Une hôtesse de l’air est donc une femme facile ? K. S. confirme que dans sa cabine, elle est effectivement le centre du monde pour satisfaire tout le monde avec le même plaisir, mais que cela ne saurait être un alibi pour la harceler ou la qualifier de femme facile. Ce qui lui rafraichi la mémoire sur le cas d’un passager sur Paris-Bamako, qui l’a recherchée pour lui rendre la monnaie de sa prétendue déclaration d’amour lors de ses services. Et K. S. de lui faire comprendre que son comportement dans l’avion n’avait rien de provocateur. Elle était dans son rôle. L’homme est reparti très déçu.
Amour du métier, respect de soi
Tombé sur un époux pilote et compréhensif, elle conciliait harmonieusement profession, vie privée et foyer, surtout que le couple voyageait souvent ensemble. Le mari était censé comprendre sa femme et savoir qu’elle était au service de tout le monde. Bref, K. S. n’a jamais eu de problème, pour avoir fait six maternités, en pleine activité.

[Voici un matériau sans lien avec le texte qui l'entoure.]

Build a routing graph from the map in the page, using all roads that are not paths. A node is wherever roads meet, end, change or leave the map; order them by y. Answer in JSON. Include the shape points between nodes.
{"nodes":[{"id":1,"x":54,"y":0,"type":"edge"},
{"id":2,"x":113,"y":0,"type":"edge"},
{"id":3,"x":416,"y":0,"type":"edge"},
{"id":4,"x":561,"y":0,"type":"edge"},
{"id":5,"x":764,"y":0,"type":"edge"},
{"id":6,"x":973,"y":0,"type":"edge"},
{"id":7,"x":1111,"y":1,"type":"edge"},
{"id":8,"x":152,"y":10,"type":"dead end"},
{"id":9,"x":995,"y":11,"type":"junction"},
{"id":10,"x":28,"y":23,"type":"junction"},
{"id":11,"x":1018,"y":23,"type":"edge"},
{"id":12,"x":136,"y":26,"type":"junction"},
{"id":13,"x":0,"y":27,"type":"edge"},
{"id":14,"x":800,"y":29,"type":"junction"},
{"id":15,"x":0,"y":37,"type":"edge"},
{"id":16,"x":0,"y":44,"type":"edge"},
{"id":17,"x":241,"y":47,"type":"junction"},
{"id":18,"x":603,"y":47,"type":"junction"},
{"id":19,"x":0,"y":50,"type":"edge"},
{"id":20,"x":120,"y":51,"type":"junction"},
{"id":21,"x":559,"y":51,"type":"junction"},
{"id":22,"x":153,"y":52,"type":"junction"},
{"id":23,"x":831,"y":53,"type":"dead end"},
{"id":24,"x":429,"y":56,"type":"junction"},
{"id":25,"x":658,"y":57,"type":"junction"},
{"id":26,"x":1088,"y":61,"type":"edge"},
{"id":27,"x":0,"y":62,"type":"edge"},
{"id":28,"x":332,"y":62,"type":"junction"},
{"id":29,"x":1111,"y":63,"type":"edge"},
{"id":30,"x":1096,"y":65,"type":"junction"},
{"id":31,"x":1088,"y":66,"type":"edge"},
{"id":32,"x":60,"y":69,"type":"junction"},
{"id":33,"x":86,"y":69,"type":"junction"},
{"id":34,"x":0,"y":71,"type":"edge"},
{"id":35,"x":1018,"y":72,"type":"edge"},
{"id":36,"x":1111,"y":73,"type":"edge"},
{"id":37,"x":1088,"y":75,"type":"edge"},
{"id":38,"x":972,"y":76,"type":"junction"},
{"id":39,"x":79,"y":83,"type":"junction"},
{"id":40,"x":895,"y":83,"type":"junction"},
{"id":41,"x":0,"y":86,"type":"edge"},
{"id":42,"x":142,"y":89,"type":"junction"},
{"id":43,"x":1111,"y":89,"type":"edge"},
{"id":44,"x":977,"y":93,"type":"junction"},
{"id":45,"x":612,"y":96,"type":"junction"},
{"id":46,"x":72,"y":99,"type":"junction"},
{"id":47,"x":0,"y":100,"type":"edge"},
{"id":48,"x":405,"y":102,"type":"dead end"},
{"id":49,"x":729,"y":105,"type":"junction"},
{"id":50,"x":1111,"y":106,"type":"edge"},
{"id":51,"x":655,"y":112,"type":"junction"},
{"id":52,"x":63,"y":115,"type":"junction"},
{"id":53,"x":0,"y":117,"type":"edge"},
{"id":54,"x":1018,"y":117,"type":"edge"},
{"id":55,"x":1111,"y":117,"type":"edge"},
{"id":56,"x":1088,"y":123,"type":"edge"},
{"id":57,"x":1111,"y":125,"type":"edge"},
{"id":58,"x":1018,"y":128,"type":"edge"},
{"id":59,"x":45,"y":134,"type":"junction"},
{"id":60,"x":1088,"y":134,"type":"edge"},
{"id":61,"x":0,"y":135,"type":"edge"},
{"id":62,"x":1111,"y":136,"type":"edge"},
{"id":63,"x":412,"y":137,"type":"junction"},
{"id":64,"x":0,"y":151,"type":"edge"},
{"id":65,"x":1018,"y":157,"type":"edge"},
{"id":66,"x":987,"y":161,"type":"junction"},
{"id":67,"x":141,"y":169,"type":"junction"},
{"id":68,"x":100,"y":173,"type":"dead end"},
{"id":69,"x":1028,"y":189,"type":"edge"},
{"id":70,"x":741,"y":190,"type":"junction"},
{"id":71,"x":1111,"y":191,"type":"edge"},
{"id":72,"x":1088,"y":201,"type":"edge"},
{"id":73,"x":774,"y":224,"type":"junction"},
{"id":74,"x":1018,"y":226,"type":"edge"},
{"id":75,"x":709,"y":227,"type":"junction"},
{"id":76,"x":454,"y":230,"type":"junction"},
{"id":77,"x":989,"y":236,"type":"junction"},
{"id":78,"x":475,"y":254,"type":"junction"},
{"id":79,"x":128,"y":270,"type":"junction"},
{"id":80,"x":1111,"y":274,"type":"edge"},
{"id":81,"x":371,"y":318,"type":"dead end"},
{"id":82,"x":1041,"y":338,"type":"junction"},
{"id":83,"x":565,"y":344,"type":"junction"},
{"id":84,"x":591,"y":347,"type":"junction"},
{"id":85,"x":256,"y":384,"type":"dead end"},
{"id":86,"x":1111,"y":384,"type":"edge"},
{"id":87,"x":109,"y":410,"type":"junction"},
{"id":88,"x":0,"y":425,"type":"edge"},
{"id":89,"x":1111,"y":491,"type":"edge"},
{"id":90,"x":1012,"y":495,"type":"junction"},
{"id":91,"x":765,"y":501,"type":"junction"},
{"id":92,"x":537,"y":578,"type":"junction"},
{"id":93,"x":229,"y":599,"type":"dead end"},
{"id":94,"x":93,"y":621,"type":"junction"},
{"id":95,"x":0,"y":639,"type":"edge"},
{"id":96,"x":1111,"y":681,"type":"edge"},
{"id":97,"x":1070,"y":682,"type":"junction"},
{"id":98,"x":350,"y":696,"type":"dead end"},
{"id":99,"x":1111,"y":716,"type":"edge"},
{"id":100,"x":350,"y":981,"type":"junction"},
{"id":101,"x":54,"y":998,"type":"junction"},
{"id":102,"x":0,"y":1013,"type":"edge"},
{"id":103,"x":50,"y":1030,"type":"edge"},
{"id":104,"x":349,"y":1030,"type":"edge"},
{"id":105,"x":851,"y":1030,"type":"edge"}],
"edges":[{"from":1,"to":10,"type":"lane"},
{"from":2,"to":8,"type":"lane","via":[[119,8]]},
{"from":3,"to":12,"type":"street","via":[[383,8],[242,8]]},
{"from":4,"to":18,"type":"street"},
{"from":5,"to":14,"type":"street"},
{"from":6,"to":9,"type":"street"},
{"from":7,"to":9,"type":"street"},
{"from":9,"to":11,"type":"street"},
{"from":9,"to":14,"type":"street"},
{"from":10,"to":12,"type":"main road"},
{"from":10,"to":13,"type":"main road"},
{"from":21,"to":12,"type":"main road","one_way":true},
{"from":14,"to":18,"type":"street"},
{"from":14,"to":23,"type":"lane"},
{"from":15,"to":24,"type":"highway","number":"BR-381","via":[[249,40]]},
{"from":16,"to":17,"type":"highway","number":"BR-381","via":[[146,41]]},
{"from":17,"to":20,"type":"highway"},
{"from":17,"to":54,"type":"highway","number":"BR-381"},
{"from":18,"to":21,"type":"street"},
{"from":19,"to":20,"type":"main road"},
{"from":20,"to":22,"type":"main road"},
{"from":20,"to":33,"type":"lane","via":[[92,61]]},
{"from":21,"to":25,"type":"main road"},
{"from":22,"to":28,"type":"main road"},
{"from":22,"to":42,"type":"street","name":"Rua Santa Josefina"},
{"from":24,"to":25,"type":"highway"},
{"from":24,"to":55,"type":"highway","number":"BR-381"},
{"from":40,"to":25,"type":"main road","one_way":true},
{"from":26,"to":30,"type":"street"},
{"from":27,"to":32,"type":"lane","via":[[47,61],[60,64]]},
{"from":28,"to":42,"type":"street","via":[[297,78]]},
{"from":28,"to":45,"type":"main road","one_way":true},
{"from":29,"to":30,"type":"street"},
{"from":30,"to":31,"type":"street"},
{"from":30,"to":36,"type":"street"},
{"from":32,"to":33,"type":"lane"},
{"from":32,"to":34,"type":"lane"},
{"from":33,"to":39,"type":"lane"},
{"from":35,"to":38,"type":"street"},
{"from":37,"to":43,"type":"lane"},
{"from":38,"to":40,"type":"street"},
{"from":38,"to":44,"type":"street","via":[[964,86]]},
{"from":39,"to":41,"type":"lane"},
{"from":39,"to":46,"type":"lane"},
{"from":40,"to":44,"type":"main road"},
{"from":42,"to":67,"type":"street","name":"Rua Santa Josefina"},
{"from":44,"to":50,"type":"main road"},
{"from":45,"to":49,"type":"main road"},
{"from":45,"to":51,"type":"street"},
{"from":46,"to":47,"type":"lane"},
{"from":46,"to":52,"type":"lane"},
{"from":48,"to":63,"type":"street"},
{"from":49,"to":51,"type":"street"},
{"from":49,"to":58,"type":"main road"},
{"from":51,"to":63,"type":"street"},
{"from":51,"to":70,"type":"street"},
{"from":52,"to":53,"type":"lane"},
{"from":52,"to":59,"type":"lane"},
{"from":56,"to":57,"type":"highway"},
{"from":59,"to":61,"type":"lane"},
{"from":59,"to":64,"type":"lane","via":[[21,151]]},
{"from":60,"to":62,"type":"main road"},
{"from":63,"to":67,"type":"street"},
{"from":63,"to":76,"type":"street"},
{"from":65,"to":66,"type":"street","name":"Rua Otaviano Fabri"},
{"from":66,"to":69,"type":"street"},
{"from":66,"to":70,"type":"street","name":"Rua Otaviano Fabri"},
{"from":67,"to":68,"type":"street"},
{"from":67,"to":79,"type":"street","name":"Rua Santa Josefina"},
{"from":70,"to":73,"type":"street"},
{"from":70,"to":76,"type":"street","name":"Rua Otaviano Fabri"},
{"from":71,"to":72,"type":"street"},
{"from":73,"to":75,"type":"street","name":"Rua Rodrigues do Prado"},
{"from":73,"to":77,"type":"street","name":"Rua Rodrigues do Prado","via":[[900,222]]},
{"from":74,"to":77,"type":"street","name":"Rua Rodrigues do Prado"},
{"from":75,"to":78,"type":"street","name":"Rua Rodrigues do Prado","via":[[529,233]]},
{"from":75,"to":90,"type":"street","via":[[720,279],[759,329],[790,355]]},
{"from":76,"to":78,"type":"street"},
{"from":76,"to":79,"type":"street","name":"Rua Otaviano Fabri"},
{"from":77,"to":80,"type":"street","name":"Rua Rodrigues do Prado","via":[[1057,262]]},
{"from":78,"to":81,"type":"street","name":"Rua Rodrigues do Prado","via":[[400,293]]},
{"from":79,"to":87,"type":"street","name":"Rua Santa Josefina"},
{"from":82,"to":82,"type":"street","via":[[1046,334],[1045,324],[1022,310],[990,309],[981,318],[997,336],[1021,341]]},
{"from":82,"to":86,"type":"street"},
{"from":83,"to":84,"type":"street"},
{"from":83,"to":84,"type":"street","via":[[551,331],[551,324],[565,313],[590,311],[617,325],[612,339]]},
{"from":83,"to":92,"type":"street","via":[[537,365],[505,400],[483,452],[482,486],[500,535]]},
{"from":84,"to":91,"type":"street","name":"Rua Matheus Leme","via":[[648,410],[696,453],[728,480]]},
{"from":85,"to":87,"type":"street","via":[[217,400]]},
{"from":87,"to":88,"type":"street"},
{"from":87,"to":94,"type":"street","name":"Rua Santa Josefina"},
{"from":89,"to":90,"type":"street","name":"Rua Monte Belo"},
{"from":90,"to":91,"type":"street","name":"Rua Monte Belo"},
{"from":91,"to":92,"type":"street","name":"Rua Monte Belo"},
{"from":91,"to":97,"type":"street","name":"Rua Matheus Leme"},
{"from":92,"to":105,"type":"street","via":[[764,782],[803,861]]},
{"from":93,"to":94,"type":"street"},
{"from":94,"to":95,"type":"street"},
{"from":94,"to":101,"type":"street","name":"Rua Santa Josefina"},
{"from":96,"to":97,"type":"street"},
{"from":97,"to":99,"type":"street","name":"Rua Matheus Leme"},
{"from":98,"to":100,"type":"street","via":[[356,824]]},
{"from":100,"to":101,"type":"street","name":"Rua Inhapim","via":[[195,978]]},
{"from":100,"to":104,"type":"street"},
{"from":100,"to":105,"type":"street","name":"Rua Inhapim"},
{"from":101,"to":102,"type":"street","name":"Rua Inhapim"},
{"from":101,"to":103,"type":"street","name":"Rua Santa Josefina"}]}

Chaque fois, après six mois de grossesse, elle arrêtait les voyages et les reprenait quarante-cinq jours après l’accouchement.
La carrière de K. S. est aussi liée aux bons souvenirs pour avoir passé vingt ans de sa vie dans les avions entre la Côte d’Ivoire, la Haute Volta, le Sénégal, la Mauritanie, le Nigeria, le Cameroun, le Congo-Brazzaville, le Gabon, la Centrafrique, le Tchad, le Kenya, la Zambie, le Maroc, la Tunisie, l’Algérie, l’Egypte, la Gambie, la France, l’Espagne, la Belgique, l’Italie, les USA, le Mexique, la Grande-Bretagne, Hong Kong, l’Arabie saoudite.
Comme anecdotes, K. S revient sur deux cas. « Lors d’un voyage sur Paris, un Français qui avait des problèmes psychiques (je l’ai su après) m’a fatigué dans l’avion avec des mots d’amour. Il a tellement insisté que le commandant de bord m’a demandé de quitter le service pour rester strictement en cabine. A l’aéroport Charles De Gaulle, il est revenu à la charge. J’étais gênée aux entournures. Il a fallu l’intervention du pilote Fassoko Doumbia pour me libérer.
La deuxième anecdote s’est déroulée également en plein vol en partance pour le Niger. Ce jour, mon mari était le pilote de l’avion. Un passager m’a déclaré son amour, je ne lui ai pas répondu. De façon spectaculaire, il a rejoint mon mari dans la cabine pour lui signifier son intention, et surtout mon indifférence. Celui-ci l’a écouté et l’a assuré de son soutien ».
Kadiatou Soucko est compressée en janvier 1983. Elle entreprend le commerce général, d’abord en envoyant des produits divers à l’extérieur. Ensuite, elle initie une grande alimentation. Malheureusement, ce projet sera un fiasco, engendrant la perte de plusieurs millions de F CFA. Parce qu’il était interdit d’exercer des activités commerciales dans la zone Séma.
En 2001, l’Etat sollicite ses services pour s’occuper des pèlerins dans l’avion. Une fois en Arabie saoudite, elle offrira les mêmes services aux agences de voyage. Une autre expérience qui lui suffira pour créer sa propre agence de voyages en 2009.
Entre K. S., hôtesse de l’air et K. S. passagère, quelle différence et parallèle elle fait ? A l’en croire, l’amer constat est que les temps ont changé.
Autrement dit, les hôtesses d’aujourd’hui ne sont pas à la hauteur, comparativement aux temps anciens.
A 74 ans, le quotidien de Kadiatou Soucko est partagé entre ses petits-fils au nombre de treize, la mosquée et les activités sociales auxquelles elle reste très attachée.